Further, according to the concrete column earthquake-resistant structure according to claim 5 of the present invention,
By providing the stud bolt on the rear surface of the steel plate, the stud bolt prevents the non-shrinkable mortar from being displaced from the steel plate, and the buckling can be further enhanced.

[Brief description of the drawings]

FIG. 1 is a cross-sectional view showing one embodiment of the present invention.

FIG. 2 is a partially omitted front view showing an embodiment of the present invention.

FIG. 3 is a transverse sectional view showing a modification of the present invention.

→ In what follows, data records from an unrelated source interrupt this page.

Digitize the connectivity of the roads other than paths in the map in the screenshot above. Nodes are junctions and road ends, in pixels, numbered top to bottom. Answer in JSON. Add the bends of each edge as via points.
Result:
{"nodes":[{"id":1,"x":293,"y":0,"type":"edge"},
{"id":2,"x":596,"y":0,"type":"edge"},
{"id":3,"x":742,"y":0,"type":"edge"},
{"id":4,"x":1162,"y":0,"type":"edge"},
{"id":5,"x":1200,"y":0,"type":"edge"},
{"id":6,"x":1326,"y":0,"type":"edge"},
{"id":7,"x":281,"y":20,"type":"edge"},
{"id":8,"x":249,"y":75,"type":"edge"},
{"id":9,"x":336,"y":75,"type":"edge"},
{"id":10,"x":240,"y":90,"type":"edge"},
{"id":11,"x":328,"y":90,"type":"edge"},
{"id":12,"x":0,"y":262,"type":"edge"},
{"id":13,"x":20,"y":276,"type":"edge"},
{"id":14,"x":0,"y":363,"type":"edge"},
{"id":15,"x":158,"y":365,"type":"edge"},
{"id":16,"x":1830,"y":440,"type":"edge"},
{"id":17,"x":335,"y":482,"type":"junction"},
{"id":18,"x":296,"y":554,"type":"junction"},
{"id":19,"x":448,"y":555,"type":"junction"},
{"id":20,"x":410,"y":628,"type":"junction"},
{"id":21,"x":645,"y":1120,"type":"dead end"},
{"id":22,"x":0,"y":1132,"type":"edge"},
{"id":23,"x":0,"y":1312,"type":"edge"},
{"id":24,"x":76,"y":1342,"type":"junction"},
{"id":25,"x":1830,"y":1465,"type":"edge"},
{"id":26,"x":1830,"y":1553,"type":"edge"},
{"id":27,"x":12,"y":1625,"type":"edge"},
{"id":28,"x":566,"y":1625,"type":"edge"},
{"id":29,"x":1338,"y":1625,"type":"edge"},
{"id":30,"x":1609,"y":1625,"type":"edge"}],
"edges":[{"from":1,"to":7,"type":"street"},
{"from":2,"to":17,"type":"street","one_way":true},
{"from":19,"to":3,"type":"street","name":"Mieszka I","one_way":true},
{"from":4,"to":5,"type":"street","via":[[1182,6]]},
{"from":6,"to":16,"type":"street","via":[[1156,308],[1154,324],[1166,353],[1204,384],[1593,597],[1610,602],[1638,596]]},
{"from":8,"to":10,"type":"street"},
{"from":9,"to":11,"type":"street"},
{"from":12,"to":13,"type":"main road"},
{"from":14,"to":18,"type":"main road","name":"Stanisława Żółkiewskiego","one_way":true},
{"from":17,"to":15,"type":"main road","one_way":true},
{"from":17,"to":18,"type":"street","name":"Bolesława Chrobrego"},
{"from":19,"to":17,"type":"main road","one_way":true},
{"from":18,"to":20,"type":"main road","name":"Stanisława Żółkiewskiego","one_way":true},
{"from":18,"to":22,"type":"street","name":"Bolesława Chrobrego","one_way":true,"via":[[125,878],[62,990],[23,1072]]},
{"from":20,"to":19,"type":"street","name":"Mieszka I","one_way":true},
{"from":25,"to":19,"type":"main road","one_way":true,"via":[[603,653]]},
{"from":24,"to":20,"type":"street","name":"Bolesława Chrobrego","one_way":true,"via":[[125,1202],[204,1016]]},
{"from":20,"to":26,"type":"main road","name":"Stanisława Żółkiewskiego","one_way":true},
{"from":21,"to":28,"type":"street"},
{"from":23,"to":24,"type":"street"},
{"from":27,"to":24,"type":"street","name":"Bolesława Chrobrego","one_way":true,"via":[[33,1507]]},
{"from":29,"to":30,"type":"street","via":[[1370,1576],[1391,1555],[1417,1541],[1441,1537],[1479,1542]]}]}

FIG. 4 is a cross-sectional view showing an example of the related art.

[Explanation of symbols]

 DESCRIPTION OF SYMBOLS 10 Concrete strut 14 Steel plate 14a Side edge 15 Anchor bolt 16 Connection plate 17 Nut 18 Stud bolt 21 Non-shrinkable mortar

Continued on the front page (72) Inventor Ken Ken Takano 159-15 Tottoricho, Maebashi, Gunma Prefecture Inside Takano Iron Works, Ltd.

Claims (5)

[Claims] 1. A seismic reinforcement of a concrete strut, wherein a steel plate is arranged surrounding the surface of an existing concrete strut, and the steel plate is fixed via anchor bolts planted on the concrete strut. Construction. 2. The steel plate is divided into a plurality of pieces in the circumferential direction of a concrete pillar, and the steel plates are connected to each other by welding connection plates to side edges of the steel plates. The connection plates are fixed to the anchor bolts. The seismic strengthening structure for a concrete column according to claim 1, wherein the structure comprises: 3. The method according to claim 1, wherein the steel plate is divided into a plurality in the circumferential direction of the concrete column, and the side edges of these steel plates are overlapped with each other, and the overlapped portion is fastened to the anchor bolt together. The seismic reinforcement structure for a concrete column according to claim 1. 4. The method according to claim 1, wherein a gap is provided between the concrete column and the steel plate, and the gap is filled with concrete or mortar. The seismic retrofit structure of the concrete column described in Crab. 5. The structure according to claim 4, wherein a stud bolt is protruded from a back surface of the steel plate.